Generally speaking, market has proven over the years that the more often price tests a level of resistance or support without breaking it, the stronger the area of resistance or support is.
However, bear in mind that as a price reaches a point of support or resistance level, it could either respect the zone and bounce back or violate it and continue in its direction till it reaches to the new support or resistance level.
In addition, support and resistance levels have a tendency to form at around round numbers. This attribute is due to psychological aspect associated with the round numbers, most of the traders pick their support and resistance levels at around round numbers.

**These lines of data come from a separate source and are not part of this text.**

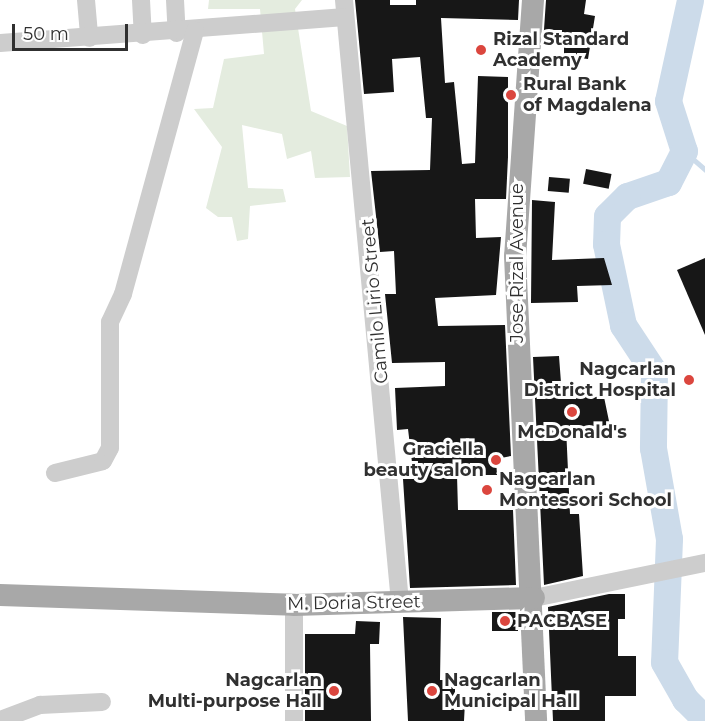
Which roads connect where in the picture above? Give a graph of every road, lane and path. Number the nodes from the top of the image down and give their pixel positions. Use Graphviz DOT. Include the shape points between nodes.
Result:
graph roads {
  1 [pos="86,0"];
  2 [pos="141,0"];
  3 [pos="175,0"];
  4 [pos="533,0"];
  5 [pos="344,8"];
  6 [pos="186,32"];
  7 [pos="143,35"];
  8 [pos="88,38"];
  9 [pos="0,43"];
  10 [pos="56,472"];
  11 [pos="703,564"];
  12 [pos="0,595"];
  13 [pos="534,598"];
  14 [pos="400,603"];
  15 [pos="294,605"];
  16 [pos="102,702"];
  17 [pos="0,720"];
  18 [pos="294,721"];
  19 [pos="536,721"];
  1 -- 8 [label="street"];
  2 -- 7 [label="street"];
  3 -- 6 [label="street"];
  4 -- 13 [label="main road, Jose Rizal Avenue" via="515,256"];
  5 -- 6 [label="street"];
  5 -- 14 [label="street, Camilo Lirio Street"];
  6 -- 7 [label="street"];
  6 -- 10 [label="street" via="123,294 110,322 110,448 103,461"];
  7 -- 8 [label="street"];
  8 -- 9 [label="street"];
  11 -- 13 [label="street, M. Doria Street" via="656,577"];
  12 -- 15 [label="main road, M. Doria Street"];
  13 -- 14 [label="main road, M. Doria Street"];
  13 -- 19 [label="main road, Jose Rizal Avenue"];
  14 -- 15 [label="main road, M. Doria Street"];
  15 -- 18 [label="street"];
  16 -- 17 [label="street" via="40,705"];
}
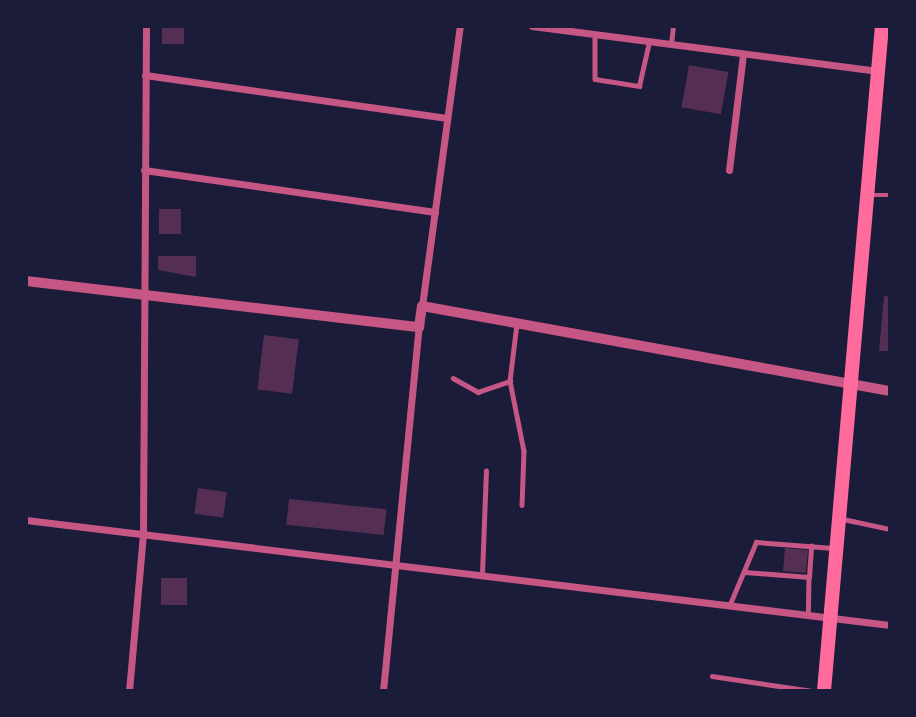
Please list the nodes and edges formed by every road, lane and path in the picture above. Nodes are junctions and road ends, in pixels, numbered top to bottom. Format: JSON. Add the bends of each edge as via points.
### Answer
{"nodes":[{"id":1,"x":146,"y":26,"type":"edge"},
{"id":2,"x":460,"y":26,"type":"edge"},
{"id":3,"x":532,"y":26,"type":"edge"},
{"id":4,"x":673,"y":26,"type":"edge"},
{"id":5,"x":882,"y":26,"type":"edge"},
{"id":6,"x":595,"y":35,"type":"junction"},
{"id":7,"x":649,"y":42,"type":"junction"},
{"id":8,"x":671,"y":45,"type":"junction"},
{"id":9,"x":743,"y":54,"type":"junction"},
{"id":10,"x":878,"y":71,"type":"junction"},
{"id":11,"x":145,"y":75,"type":"junction"},
{"id":12,"x":447,"y":118,"type":"junction"},
{"id":13,"x":144,"y":170,"type":"junction"},
{"id":14,"x":729,"y":170,"type":"dead end"},
{"id":15,"x":867,"y":195,"type":"junction"},
{"id":16,"x":890,"y":195,"type":"edge"},
{"id":17,"x":435,"y":212,"type":"junction"},
{"id":18,"x":26,"y":281,"type":"edge"},
{"id":19,"x":144,"y":297,"type":"junction"},
{"id":20,"x":422,"y":306,"type":"junction"},
{"id":21,"x":517,"y":324,"type":"junction"},
{"id":22,"x":419,"y":327,"type":"junction"},
{"id":23,"x":453,"y":378,"type":"dead end"},
{"id":24,"x":510,"y":381,"type":"junction"},
{"id":25,"x":851,"y":385,"type":"junction"},
{"id":26,"x":890,"y":391,"type":"edge"},
{"id":27,"x":486,"y":471,"type":"dead end"},
{"id":28,"x":522,"y":505,"type":"dead end"},
{"id":29,"x":840,"y":518,"type":"junction"},
{"id":30,"x":26,"y":520,"type":"edge"},
{"id":31,"x":890,"y":529,"type":"edge"},
{"id":32,"x":143,"y":534,"type":"junction"},
{"id":33,"x":811,"y":546,"type":"junction"},
{"id":34,"x":838,"y":548,"type":"junction"},
{"id":35,"x":394,"y":563,"type":"junction"},
{"id":36,"x":745,"y":572,"type":"junction"},
{"id":37,"x":482,"y":574,"type":"junction"},
{"id":38,"x":809,"y":577,"type":"junction"},
{"id":39,"x":730,"y":604,"type":"junction"},
{"id":40,"x":808,"y":616,"type":"junction"},
{"id":41,"x":832,"y":619,"type":"junction"},
{"id":42,"x":890,"y":625,"type":"edge"},
{"id":43,"x":712,"y":676,"type":"dead end"},
{"id":44,"x":129,"y":691,"type":"edge"},
{"id":45,"x":383,"y":691,"type":"edge"},
{"id":46,"x":812,"y":691,"type":"edge"},
{"id":47,"x":824,"y":691,"type":"edge"}],
"edges":[{"from":1,"to":11,"type":"street"},
{"from":2,"to":12,"type":"street"},
{"from":3,"to":6,"type":"street"},
{"from":4,"to":8,"type":"lane"},
{"from":5,"to":10,"type":"main road"},
{"from":6,"to":7,"type":"street"},
{"from":6,"to":7,"type":"lane","via":[[595,79],[639,86]]},
{"from":7,"to":8,"type":"street"},
{"from":8,"to":9,"type":"street"},
{"from":9,"to":10,"type":"street"},
{"from":9,"to":14,"type":"street"},
{"from":10,"to":15,"type":"main road"},
{"from":11,"to":12,"type":"street"},
{"from":11,"to":13,"type":"street"},
{"from":12,"to":17,"type":"street"},
{"from":13,"to":17,"type":"street"},
{"from":13,"to":19,"type":"street"},
{"from":15,"to":16,"type":"lane"},
{"from":15,"to":25,"type":"main road"},
{"from":17,"to":20,"type":"street"},
{"from":18,"to":19,"type":"street"},
{"from":19,"to":22,"type":"street"},
{"from":19,"to":32,"type":"street"},
{"from":20,"to":21,"type":"street"},
{"from":20,"to":22,"type":"street"},
{"from":21,"to":24,"type":"lane"},
{"from":21,"to":25,"type":"street"},
{"from":22,"to":35,"type":"street"},
{"from":23,"to":24,"type":"lane","via":[[478,392]]},
{"from":24,"to":28,"type":"lane","via":[[524,451]]},
{"from":25,"to":26,"type":"street"},
{"from":25,"to":29,"type":"main road"},
{"from":27,"to":37,"type":"lane"},
{"from":29,"to":31,"type":"lane"},
{"from":29,"to":34,"type":"main road"},
{"from":30,"to":32,"type":"street"},
{"from":32,"to":35,"type":"street"},
{"from":32,"to":44,"type":"street"},
{"from":33,"to":34,"type":"lane"},
{"from":33,"to":36,"type":"lane","via":[[756,541]]},
{"from":33,"to":38,"type":"lane"},
{"from":34,"to":41,"type":"main road"},
{"from":35,"to":37,"type":"street"},
{"from":35,"to":45,"type":"street"},
{"from":36,"to":38,"type":"lane"},
{"from":36,"to":39,"type":"lane"},
{"from":37,"to":39,"type":"street"},
{"from":38,"to":40,"type":"lane"},
{"from":39,"to":40,"type":"street"},
{"from":40,"to":41,"type":"street"},
{"from":41,"to":42,"type":"street"},
{"from":41,"to":47,"type":"main road"},
{"from":43,"to":46,"type":"lane"}]}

Identifying these levels not only could help to eliminate bad trades as they could potentially point out oversold and overbought zones, but also could be used for identifying good entry and exit price levels if used in conjunction with other related indicators.
Below are two examples to illustrate the use and the significance of the support and resistance in technical trading.
In the NZD/CHF chart above, the power of resistance can be clearly observed that the price has tried to reach and break through more than 5 times but the resistance level has hold up strong. This is a great opportunity for a sell setup near the resistance level after the second or the third touch. As always, it is advised to confirm with another indicator in order to assure that the resistance level is strong to hold up. And in this case we have Relative Strength Index (RSI) indicator, which also giving overbought signals and confirmation to sell. This is a great trade setup as you can short the market at least three times before the resistance level is penetrated.
The EUR/AUD chart above is another example of support and resistance. Notice that just like the previous example the price has touched the support level more than five times, and at the same time RSI is signalling the existence of the oversold condition right around the support level. Thus, there are opportunities to buy around the support level. In addition, as you can see once the support level is violated and price has broken through, the level changes its role and serves as resistance.
In general, support and resistance level can not be ignored regardless of the strategy used by traders. They are one of the most effective technical strategies, and identifying the important support and resistance levels and using them in conjunction with other technical tools could generate high quality trade setups with great potential return.